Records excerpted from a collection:
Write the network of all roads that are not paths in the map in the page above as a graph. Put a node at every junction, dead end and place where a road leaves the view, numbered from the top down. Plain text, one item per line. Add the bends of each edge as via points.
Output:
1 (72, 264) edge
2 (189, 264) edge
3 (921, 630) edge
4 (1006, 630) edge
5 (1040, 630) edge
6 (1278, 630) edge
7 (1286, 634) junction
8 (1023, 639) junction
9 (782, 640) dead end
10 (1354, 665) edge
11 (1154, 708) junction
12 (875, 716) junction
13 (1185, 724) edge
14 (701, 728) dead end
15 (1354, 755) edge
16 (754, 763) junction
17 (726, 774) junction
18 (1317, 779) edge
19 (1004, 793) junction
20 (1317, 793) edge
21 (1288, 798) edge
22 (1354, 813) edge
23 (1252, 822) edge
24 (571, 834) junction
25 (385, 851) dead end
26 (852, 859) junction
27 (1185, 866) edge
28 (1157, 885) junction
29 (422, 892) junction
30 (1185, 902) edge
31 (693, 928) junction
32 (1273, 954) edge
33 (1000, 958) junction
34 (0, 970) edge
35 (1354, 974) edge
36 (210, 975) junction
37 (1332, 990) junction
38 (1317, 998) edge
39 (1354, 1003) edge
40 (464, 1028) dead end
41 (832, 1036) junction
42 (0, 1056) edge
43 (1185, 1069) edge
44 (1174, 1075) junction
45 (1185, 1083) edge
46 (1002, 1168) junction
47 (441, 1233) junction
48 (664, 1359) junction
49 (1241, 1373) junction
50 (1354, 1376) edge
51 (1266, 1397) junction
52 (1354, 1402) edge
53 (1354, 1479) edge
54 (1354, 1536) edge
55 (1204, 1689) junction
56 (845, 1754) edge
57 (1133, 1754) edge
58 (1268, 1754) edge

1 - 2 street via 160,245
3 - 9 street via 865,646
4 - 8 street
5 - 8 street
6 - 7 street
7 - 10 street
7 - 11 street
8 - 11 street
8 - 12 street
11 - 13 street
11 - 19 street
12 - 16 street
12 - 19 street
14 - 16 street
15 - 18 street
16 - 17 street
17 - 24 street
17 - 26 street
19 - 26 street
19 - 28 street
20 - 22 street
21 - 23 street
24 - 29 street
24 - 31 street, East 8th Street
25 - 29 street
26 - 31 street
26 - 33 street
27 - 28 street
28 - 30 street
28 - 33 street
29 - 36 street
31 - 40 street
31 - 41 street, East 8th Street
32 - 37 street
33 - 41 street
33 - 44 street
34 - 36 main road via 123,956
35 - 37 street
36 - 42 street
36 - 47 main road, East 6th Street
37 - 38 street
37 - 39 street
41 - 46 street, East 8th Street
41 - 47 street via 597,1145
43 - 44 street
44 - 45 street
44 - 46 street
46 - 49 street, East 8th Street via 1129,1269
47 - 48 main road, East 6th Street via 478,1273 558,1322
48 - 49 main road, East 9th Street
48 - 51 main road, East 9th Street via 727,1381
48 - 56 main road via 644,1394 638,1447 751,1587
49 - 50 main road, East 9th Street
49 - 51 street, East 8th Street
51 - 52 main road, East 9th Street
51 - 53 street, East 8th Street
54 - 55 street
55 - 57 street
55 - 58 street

* Work request: The output should match the records above exactly, entry for entry.

* Task output:
Write the network of all roads that are not paths in the map in the page above as a graph. Put a node at every junction, dead end and place where a road leaves the view, numbered from the top down. Plain text, one item per line. Add the bends of each edge as via points.
Output:
1 (72, 264) edge
2 (189, 264) edge
3 (921, 630) edge
4 (1006, 630) edge
5 (1040, 630) edge
6 (1278, 630) edge
7 (1286, 634) junction
8 (1023, 639) junction
9 (782, 640) dead end
10 (1354, 665) edge
11 (1154, 708) junction
12 (875, 716) junction
13 (1185, 724) edge
14 (701, 728) dead end
15 (1354, 755) edge
16 (754, 763) junction
17 (726, 774) junction
18 (1317, 779) edge
19 (1004, 793) junction
20 (1317, 793) edge
21 (1288, 798) edge
22 (1354, 813) edge
23 (1252, 822) edge
24 (571, 834) junction
25 (385, 851) dead end
26 (852, 859) junction
27 (1185, 866) edge
28 (1157, 885) junction
29 (422, 892) junction
30 (1185, 902) edge
31 (693, 928) junction
32 (1273, 954) edge
33 (1000, 958) junction
34 (0, 970) edge
35 (1354, 974) edge
36 (210, 975) junction
37 (1332, 990) junction
38 (1317, 998) edge
39 (1354, 1003) edge
40 (464, 1028) dead end
41 (832, 1036) junction
42 (0, 1056) edge
43 (1185, 1069) edge
44 (1174, 1075) junction
45 (1185, 1083) edge
46 (1002, 1168) junction
47 (441, 1233) junction
48 (664, 1359) junction
49 (1241, 1373) junction
50 (1354, 1376) edge
51 (1266, 1397) junction
52 (1354, 1402) edge
53 (1354, 1479) edge
54 (1354, 1536) edge
55 (1204, 1689) junction
56 (845, 1754) edge
57 (1133, 1754) edge
58 (1268, 1754) edge

1 - 2 street via 160,245
3 - 9 street via 865,646
4 - 8 street
5 - 8 street
6 - 7 street
7 - 10 street
7 - 11 street
8 - 11 street
8 - 12 street
11 - 13 street
11 - 19 street
12 - 16 street
12 - 19 street
14 - 16 street
15 - 18 street
16 - 17 street
17 - 24 street
17 - 26 street
19 - 26 street
19 - 28 street
20 - 22 street
21 - 23 street
24 - 29 street
24 - 31 street, East 8th Street
25 - 29 street
26 - 31 street
26 - 33 street
27 - 28 street
28 - 30 street
28 - 33 street
29 - 36 street
31 - 40 street
31 - 41 street, East 8th Street
32 - 37 street
33 - 41 street
33 - 44 street
34 - 36 main road via 123,956
35 - 37 street
36 - 42 street
36 - 47 main road, East 6th Street
37 - 38 street
37 - 39 street
41 - 46 street, East 8th Street
41 - 47 street via 597,1145
43 - 44 street
44 - 45 street
44 - 46 street
46 - 49 street, East 8th Street via 1129,1269
47 - 48 main road, East 6th Street via 478,1273 558,1322
48 - 49 main road, East 9th Street
48 - 51 main road, East 9th Street via 727,1381
48 - 56 main road via 644,1394 638,1447 751,1587
49 - 50 main road, East 9th Street
49 - 51 street, East 8th Street
51 - 52 main road, East 9th Street
51 - 53 street, East 8th Street
54 - 55 street
55 - 57 street
55 - 58 street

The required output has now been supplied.